Стремление к снижению уровня математической подготовки школьников, какими бы красивыми словами оно ни сопровождалось, есть не что иное, как воинствующий обскурантизм. Дяди и тети, защищающие детей от математики, защищают в действительности собственное невежество: они хотят сделать его предметом гордости и увековечить в потомстве.

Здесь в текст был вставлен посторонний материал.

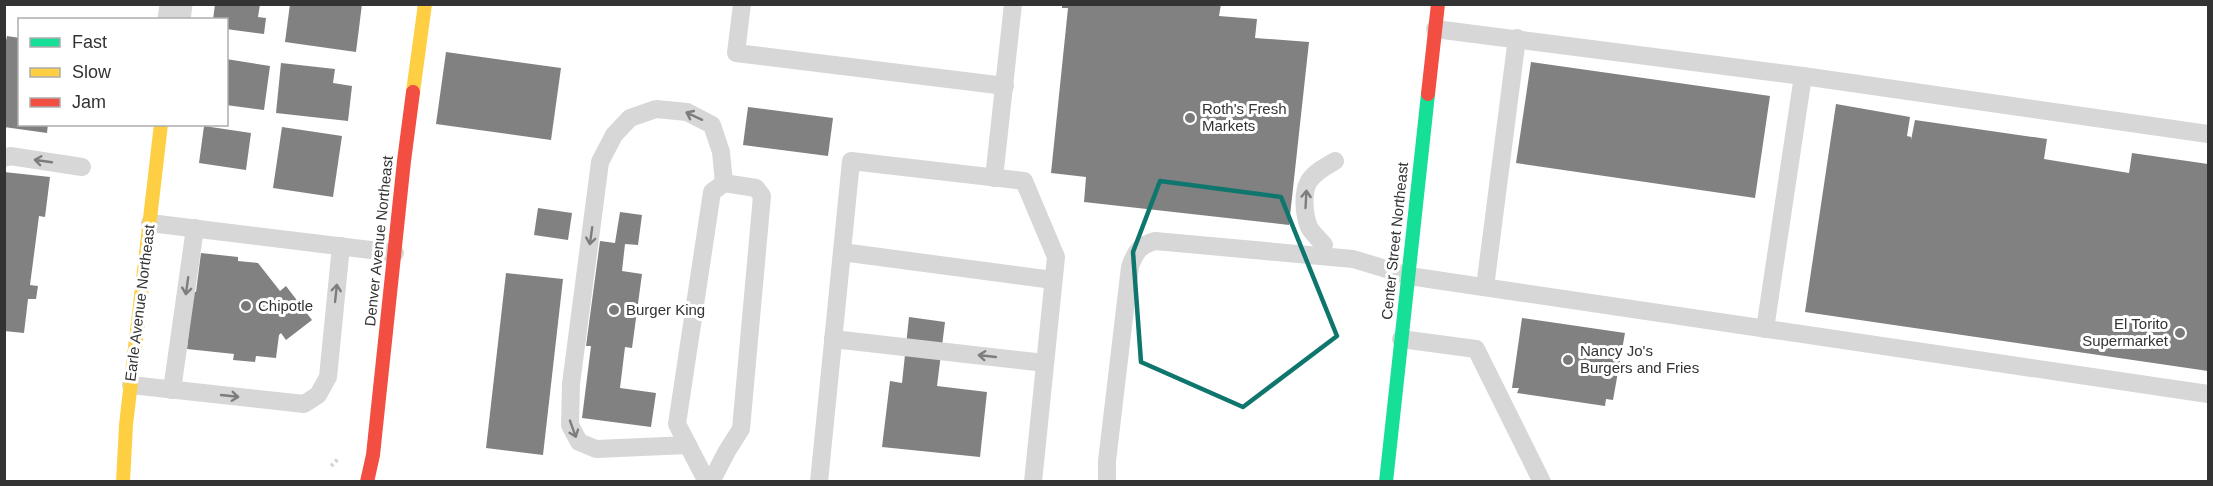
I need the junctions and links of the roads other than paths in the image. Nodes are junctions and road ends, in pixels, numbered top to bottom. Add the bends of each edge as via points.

И снова мы возвращаемся к тому, с чего начали: к пресловутым трем часам в неделю на математику в гуманитарной школе. В нашей школе издавна принято измерять важность учебного предмета числом отводимых на него уроков, так что сокращение времени на тот или иной предмет приобретает символическое значение: это признак второстепенности, признак того, что на этот предмет не нужно обращать внимания и заниматься им следует только для вида. Результат нетрудно себе представить. Вот что пишет педагог-математик, работающий в экзаменационной комиссии, созданной для проверки знаний выпускников петербургских школ: "Ощущение бессмыслицы происходящего, увы, почти всегда преследует проверяющего работы учеников таких (гуманитарных – А.Г.) школ. Есть основания опасаться, что подобные чувства возникают в большинстве случаев и у гуманитариев при столкновении с этими школами. Противопоставление предметов здесь явно неуместно – возникает новый тип школы – школа, в которой совсем не важно учение." [А.П. Карп. О работе санкт-петербургской экзаменационной комиссии по математике в 1993 г. – Математика в школе, 1994, №1] Школа без математики, как бы она ни называлась и как бы ни украшала свой учебный план экзотическими предметами, всегда будет выпускать круглых невежд. Никакое серьезное образование без математики невозможно.